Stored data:
────────
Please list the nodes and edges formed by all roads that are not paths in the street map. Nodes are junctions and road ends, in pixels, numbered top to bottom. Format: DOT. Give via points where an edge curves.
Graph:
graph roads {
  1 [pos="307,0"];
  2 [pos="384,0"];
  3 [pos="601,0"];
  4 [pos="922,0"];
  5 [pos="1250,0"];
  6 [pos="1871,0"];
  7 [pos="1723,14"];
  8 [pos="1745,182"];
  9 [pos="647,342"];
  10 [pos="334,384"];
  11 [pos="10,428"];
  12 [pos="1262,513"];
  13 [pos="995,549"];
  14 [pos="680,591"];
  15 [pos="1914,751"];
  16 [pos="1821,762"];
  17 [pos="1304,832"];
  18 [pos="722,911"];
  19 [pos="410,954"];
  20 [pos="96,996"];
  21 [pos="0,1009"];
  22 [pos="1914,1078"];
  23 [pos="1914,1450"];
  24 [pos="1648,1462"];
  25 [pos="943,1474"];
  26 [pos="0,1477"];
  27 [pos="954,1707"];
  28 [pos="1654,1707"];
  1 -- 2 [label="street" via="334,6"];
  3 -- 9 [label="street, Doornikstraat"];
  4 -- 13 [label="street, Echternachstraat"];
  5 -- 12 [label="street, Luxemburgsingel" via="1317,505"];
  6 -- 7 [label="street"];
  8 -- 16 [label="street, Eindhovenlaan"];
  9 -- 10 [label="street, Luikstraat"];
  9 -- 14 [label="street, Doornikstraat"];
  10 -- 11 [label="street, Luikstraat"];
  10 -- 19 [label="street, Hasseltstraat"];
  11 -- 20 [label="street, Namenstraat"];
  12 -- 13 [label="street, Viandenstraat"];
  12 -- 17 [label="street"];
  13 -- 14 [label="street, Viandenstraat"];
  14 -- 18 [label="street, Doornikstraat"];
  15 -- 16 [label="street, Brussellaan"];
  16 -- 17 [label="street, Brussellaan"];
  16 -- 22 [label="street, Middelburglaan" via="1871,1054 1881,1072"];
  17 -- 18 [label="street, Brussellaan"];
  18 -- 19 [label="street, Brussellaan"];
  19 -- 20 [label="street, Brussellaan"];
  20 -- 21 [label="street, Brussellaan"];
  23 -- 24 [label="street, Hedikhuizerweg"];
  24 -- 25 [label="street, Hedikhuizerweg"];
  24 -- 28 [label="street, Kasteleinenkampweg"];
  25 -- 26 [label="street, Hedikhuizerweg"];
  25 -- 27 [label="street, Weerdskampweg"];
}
────────
→ INSTRUCTIONS TO FOLLOW
Copy whichever lines of the records above contain the word "Viandenstraat".

→ ANSWER TO THIS PROBLEM
  12 -- 13 [label="street, Viandenstraat"];
  13 -- 14 [label="street, Viandenstraat"];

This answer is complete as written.